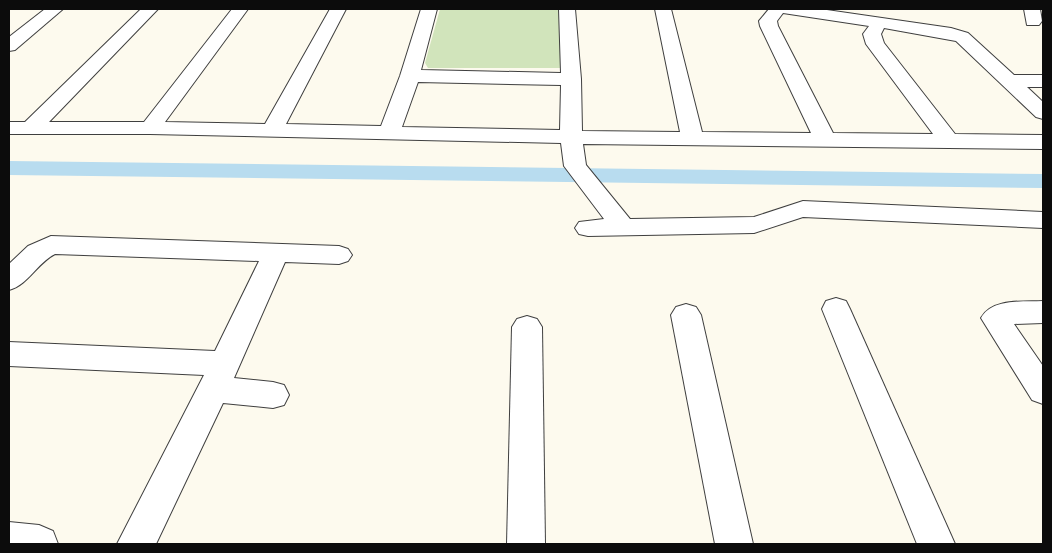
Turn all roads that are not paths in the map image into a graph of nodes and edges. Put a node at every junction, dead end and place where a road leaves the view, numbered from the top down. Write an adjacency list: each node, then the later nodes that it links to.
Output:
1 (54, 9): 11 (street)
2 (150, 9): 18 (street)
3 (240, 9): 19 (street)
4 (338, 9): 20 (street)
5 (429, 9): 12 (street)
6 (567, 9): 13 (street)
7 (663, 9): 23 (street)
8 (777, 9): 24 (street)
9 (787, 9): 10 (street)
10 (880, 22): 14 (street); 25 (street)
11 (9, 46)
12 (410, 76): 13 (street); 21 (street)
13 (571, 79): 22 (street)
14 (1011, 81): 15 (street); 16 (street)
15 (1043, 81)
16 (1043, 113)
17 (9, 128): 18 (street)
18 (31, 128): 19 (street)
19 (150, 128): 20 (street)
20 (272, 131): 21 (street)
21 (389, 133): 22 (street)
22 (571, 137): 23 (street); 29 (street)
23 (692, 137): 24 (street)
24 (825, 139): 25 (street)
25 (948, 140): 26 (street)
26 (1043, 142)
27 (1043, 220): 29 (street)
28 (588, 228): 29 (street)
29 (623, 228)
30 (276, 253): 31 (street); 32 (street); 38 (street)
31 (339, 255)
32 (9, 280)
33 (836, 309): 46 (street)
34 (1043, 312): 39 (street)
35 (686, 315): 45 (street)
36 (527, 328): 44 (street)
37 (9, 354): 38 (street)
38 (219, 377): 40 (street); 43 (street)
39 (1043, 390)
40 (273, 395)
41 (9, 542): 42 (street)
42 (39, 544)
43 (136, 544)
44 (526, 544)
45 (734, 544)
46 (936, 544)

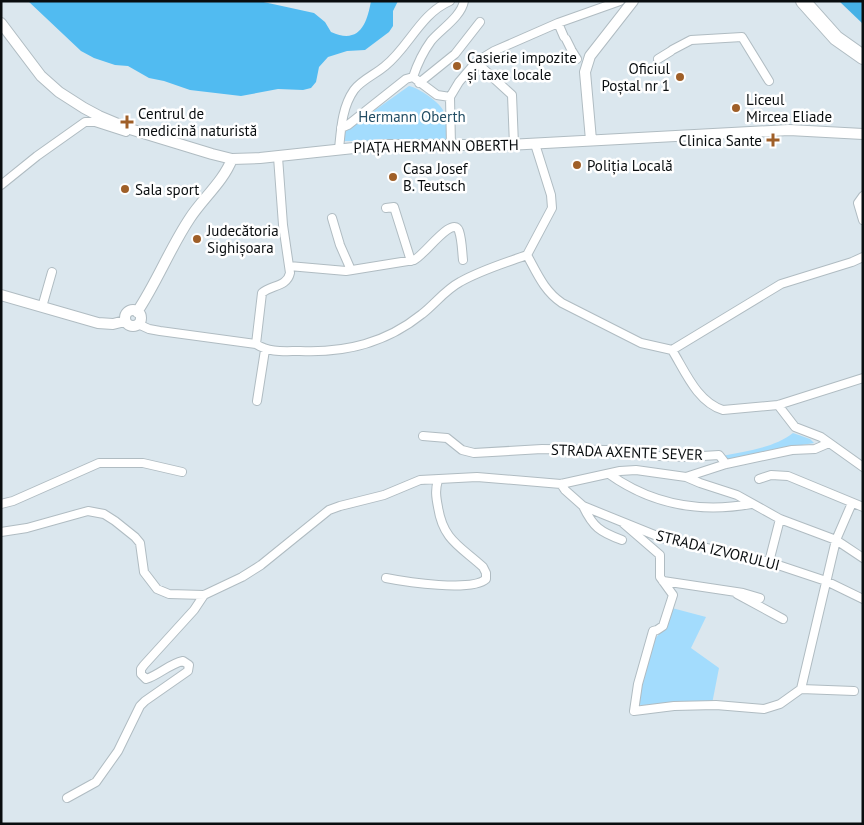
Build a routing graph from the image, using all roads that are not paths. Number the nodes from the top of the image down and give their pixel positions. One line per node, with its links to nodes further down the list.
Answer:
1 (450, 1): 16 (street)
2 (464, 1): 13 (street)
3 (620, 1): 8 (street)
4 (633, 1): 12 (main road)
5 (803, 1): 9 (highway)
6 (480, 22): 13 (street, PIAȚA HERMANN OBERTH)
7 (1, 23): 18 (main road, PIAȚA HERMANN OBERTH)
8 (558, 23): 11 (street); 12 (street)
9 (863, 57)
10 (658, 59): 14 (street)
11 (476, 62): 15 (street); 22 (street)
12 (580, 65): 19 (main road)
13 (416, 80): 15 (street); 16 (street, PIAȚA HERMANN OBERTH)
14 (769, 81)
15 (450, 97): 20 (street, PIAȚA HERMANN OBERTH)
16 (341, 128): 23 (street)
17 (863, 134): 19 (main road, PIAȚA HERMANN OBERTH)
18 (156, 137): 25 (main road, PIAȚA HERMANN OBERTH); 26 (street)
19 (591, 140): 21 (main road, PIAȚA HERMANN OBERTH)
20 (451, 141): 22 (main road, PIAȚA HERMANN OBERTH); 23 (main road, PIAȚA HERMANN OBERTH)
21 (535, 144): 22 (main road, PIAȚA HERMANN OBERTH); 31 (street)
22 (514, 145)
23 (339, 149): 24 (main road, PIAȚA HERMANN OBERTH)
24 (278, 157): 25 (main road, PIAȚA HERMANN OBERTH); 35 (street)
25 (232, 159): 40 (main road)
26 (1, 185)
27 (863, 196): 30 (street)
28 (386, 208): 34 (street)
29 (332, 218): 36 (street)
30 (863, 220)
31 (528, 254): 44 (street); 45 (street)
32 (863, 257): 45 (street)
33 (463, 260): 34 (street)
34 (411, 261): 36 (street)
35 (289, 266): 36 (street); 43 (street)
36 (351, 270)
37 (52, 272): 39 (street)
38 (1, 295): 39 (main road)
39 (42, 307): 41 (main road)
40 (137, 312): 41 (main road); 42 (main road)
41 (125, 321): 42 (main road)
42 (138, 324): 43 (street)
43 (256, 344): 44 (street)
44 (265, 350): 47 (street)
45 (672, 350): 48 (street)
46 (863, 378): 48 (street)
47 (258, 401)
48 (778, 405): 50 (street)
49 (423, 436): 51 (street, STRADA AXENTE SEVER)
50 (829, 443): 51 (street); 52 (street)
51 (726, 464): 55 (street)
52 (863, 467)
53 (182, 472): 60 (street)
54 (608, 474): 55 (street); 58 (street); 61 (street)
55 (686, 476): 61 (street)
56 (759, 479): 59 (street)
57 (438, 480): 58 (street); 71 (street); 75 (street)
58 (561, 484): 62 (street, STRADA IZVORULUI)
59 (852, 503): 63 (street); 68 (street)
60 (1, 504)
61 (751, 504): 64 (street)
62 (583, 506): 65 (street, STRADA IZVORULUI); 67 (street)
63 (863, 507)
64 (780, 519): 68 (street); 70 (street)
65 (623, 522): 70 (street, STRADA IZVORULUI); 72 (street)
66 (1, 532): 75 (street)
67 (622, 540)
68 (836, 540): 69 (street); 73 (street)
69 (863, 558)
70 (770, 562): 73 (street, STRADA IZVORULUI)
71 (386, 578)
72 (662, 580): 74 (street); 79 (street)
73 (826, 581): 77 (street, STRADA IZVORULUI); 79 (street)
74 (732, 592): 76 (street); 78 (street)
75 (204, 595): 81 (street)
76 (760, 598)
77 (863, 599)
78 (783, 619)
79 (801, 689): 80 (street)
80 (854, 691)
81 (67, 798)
====================
## WHAT IS NEEDED
All lines above in which the word "that" occurs should be identified and copied.

## EXPECTED ANSWER
Turn all roads that are not paths in the map image into a graph of nodes and edges. Put a node at every junction, dead end and place where a road leaves the view, numbered from the top down. Write an adjacency list: each node, then the later nodes that it links to.
Build a routing graph from the image, using all roads that are not paths. Number the nodes from the top of the image down and give their pixel positions. One line per node, with its links to nodes further down the list.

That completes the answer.